Task instructions:
When you reach the entries, transcribe each one exactly.

Saved entries:
▼

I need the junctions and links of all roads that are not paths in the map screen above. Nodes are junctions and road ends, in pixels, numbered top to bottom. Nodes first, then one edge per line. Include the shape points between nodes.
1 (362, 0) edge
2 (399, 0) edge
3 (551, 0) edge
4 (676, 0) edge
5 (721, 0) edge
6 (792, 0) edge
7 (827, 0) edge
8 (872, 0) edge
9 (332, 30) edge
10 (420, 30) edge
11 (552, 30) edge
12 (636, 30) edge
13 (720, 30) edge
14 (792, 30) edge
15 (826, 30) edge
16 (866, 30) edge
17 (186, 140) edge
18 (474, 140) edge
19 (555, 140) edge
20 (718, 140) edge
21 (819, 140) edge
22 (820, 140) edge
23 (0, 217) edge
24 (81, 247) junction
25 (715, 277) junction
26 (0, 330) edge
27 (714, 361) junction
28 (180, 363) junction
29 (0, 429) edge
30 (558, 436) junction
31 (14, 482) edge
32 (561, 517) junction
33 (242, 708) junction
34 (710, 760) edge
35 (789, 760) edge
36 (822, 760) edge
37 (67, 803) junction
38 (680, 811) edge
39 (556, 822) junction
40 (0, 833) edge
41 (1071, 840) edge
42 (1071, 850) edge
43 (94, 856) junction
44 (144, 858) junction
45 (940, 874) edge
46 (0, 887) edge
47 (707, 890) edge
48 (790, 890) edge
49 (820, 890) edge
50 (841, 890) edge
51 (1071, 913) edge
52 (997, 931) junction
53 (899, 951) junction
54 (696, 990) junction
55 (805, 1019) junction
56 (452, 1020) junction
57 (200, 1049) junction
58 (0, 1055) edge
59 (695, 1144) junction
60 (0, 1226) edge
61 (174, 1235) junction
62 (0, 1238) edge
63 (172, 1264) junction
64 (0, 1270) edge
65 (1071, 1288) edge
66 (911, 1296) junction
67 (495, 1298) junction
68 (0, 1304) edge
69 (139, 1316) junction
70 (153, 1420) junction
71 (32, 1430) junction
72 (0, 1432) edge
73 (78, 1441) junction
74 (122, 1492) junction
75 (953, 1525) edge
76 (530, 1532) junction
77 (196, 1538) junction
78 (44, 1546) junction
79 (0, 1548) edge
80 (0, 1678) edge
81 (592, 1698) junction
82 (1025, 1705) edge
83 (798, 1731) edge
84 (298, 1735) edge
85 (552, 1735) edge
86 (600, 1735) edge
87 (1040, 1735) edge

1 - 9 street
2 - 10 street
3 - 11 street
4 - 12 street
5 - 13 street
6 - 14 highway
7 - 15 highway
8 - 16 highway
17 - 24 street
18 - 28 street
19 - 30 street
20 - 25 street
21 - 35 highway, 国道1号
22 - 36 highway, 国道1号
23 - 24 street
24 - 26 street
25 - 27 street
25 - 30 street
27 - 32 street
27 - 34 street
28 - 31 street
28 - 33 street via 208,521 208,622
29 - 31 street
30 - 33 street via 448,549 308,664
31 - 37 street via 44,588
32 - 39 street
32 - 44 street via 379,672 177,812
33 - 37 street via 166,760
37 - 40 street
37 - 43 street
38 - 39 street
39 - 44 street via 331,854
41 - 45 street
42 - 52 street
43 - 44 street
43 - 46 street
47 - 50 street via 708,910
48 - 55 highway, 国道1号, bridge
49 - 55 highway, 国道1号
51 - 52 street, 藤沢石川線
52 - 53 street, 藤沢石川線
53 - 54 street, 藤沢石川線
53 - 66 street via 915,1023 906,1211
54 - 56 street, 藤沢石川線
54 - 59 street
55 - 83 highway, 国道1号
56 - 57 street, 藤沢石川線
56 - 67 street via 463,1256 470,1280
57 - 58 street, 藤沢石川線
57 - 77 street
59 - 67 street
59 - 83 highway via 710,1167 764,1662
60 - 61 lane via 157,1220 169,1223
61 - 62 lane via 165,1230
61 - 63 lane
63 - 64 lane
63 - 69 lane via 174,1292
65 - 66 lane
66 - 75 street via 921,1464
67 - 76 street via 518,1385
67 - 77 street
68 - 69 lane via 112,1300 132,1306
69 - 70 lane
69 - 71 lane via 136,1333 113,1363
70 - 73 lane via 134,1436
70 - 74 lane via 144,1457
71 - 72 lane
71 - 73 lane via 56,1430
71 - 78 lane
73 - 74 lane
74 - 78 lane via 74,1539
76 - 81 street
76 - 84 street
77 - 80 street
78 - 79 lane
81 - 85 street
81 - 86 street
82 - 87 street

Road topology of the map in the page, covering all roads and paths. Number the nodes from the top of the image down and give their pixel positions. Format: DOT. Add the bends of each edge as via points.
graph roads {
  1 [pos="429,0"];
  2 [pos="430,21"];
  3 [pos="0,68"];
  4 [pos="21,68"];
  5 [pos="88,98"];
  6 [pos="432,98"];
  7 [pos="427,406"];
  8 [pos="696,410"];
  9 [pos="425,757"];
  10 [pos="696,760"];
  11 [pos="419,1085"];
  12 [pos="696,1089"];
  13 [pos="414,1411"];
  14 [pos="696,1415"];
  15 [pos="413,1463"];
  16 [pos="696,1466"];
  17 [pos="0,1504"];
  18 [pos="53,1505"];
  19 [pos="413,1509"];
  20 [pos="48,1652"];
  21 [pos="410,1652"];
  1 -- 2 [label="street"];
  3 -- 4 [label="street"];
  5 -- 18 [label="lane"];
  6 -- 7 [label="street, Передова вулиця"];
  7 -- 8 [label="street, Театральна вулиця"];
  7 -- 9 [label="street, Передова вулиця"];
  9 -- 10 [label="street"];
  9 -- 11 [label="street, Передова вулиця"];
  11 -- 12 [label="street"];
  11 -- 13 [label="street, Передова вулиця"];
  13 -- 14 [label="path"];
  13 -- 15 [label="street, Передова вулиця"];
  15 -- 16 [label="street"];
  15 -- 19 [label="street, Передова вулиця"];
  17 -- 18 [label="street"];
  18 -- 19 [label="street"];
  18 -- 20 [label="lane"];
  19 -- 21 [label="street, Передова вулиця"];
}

▲

Your response:
I need the junctions and links of all roads that are not paths in the map screen above. Nodes are junctions and road ends, in pixels, numbered top to bottom. Nodes first, then one edge per line. Include the shape points between nodes.
1 (362, 0) edge
2 (399, 0) edge
3 (551, 0) edge
4 (676, 0) edge
5 (721, 0) edge
6 (792, 0) edge
7 (827, 0) edge
8 (872, 0) edge
9 (332, 30) edge
10 (420, 30) edge
11 (552, 30) edge
12 (636, 30) edge
13 (720, 30) edge
14 (792, 30) edge
15 (826, 30) edge
16 (866, 30) edge
17 (186, 140) edge
18 (474, 140) edge
19 (555, 140) edge
20 (718, 140) edge
21 (819, 140) edge
22 (820, 140) edge
23 (0, 217) edge
24 (81, 247) junction
25 (715, 277) junction
26 (0, 330) edge
27 (714, 361) junction
28 (180, 363) junction
29 (0, 429) edge
30 (558, 436) junction
31 (14, 482) edge
32 (561, 517) junction
33 (242, 708) junction
34 (710, 760) edge
35 (789, 760) edge
36 (822, 760) edge
37 (67, 803) junction
38 (680, 811) edge
39 (556, 822) junction
40 (0, 833) edge
41 (1071, 840) edge
42 (1071, 850) edge
43 (94, 856) junction
44 (144, 858) junction
45 (940, 874) edge
46 (0, 887) edge
47 (707, 890) edge
48 (790, 890) edge
49 (820, 890) edge
50 (841, 890) edge
51 (1071, 913) edge
52 (997, 931) junction
53 (899, 951) junction
54 (696, 990) junction
55 (805, 1019) junction
56 (452, 1020) junction
57 (200, 1049) junction
58 (0, 1055) edge
59 (695, 1144) junction
60 (0, 1226) edge
61 (174, 1235) junction
62 (0, 1238) edge
63 (172, 1264) junction
64 (0, 1270) edge
65 (1071, 1288) edge
66 (911, 1296) junction
67 (495, 1298) junction
68 (0, 1304) edge
69 (139, 1316) junction
70 (153, 1420) junction
71 (32, 1430) junction
72 (0, 1432) edge
73 (78, 1441) junction
74 (122, 1492) junction
75 (953, 1525) edge
76 (530, 1532) junction
77 (196, 1538) junction
78 (44, 1546) junction
79 (0, 1548) edge
80 (0, 1678) edge
81 (592, 1698) junction
82 (1025, 1705) edge
83 (798, 1731) edge
84 (298, 1735) edge
85 (552, 1735) edge
86 (600, 1735) edge
87 (1040, 1735) edge

1 - 9 street
2 - 10 street
3 - 11 street
4 - 12 street
5 - 13 street
6 - 14 highway
7 - 15 highway
8 - 16 highway
17 - 24 street
18 - 28 street
19 - 30 street
20 - 25 street
21 - 35 highway, 国道1号
22 - 36 highway, 国道1号
23 - 24 street
24 - 26 street
25 - 27 street
25 - 30 street
27 - 32 street
27 - 34 street
28 - 31 street
28 - 33 street via 208,521 208,622
29 - 31 street
30 - 33 street via 448,549 308,664
31 - 37 street via 44,588
32 - 39 street
32 - 44 street via 379,672 177,812
33 - 37 street via 166,760
37 - 40 street
37 - 43 street
38 - 39 street
39 - 44 street via 331,854
41 - 45 street
42 - 52 street
43 - 44 street
43 - 46 street
47 - 50 street via 708,910
48 - 55 highway, 国道1号, bridge
49 - 55 highway, 国道1号
51 - 52 street, 藤沢石川線
52 - 53 street, 藤沢石川線
53 - 54 street, 藤沢石川線
53 - 66 street via 915,1023 906,1211
54 - 56 street, 藤沢石川線
54 - 59 street
55 - 83 highway, 国道1号
56 - 57 street, 藤沢石川線
56 - 67 street via 463,1256 470,1280
57 - 58 street, 藤沢石川線
57 - 77 street
59 - 67 street
59 - 83 highway via 710,1167 764,1662
60 - 61 lane via 157,1220 169,1223
61 - 62 lane via 165,1230
61 - 63 lane
63 - 64 lane
63 - 69 lane via 174,1292
65 - 66 lane
66 - 75 street via 921,1464
67 - 76 street via 518,1385
67 - 77 street
68 - 69 lane via 112,1300 132,1306
69 - 70 lane
69 - 71 lane via 136,1333 113,1363
70 - 73 lane via 134,1436
70 - 74 lane via 144,1457
71 - 72 lane
71 - 73 lane via 56,1430
71 - 78 lane
73 - 74 lane
74 - 78 lane via 74,1539
76 - 81 street
76 - 84 street
77 - 80 street
78 - 79 lane
81 - 85 street
81 - 86 street
82 - 87 street

Road topology of the map in the page, covering all roads and paths. Number the nodes from the top of the image down and give their pixel positions. Format: DOT. Add the bends of each edge as via points.
graph roads {
  1 [pos="429,0"];
  2 [pos="430,21"];
  3 [pos="0,68"];
  4 [pos="21,68"];
  5 [pos="88,98"];
  6 [pos="432,98"];
  7 [pos="427,406"];
  8 [pos="696,410"];
  9 [pos="425,757"];
  10 [pos="696,760"];
  11 [pos="419,1085"];
  12 [pos="696,1089"];
  13 [pos="414,1411"];
  14 [pos="696,1415"];
  15 [pos="413,1463"];
  16 [pos="696,1466"];
  17 [pos="0,1504"];
  18 [pos="53,1505"];
  19 [pos="413,1509"];
  20 [pos="48,1652"];
  21 [pos="410,1652"];
  1 -- 2 [label="street"];
  3 -- 4 [label="street"];
  5 -- 18 [label="lane"];
  6 -- 7 [label="street, Передова вулиця"];
  7 -- 8 [label="street, Театральна вулиця"];
  7 -- 9 [label="street, Передова вулиця"];
  9 -- 10 [label="street"];
  9 -- 11 [label="street, Передова вулиця"];
  11 -- 12 [label="street"];
  11 -- 13 [label="street, Передова вулиця"];
  13 -- 14 [label="path"];
  13 -- 15 [label="street, Передова вулиця"];
  15 -- 16 [label="street"];
  15 -- 19 [label="street, Передова вулиця"];
  17 -- 18 [label="street"];
  18 -- 19 [label="street"];
  18 -- 20 [label="lane"];
  19 -- 21 [label="street, Передова вулиця"];
}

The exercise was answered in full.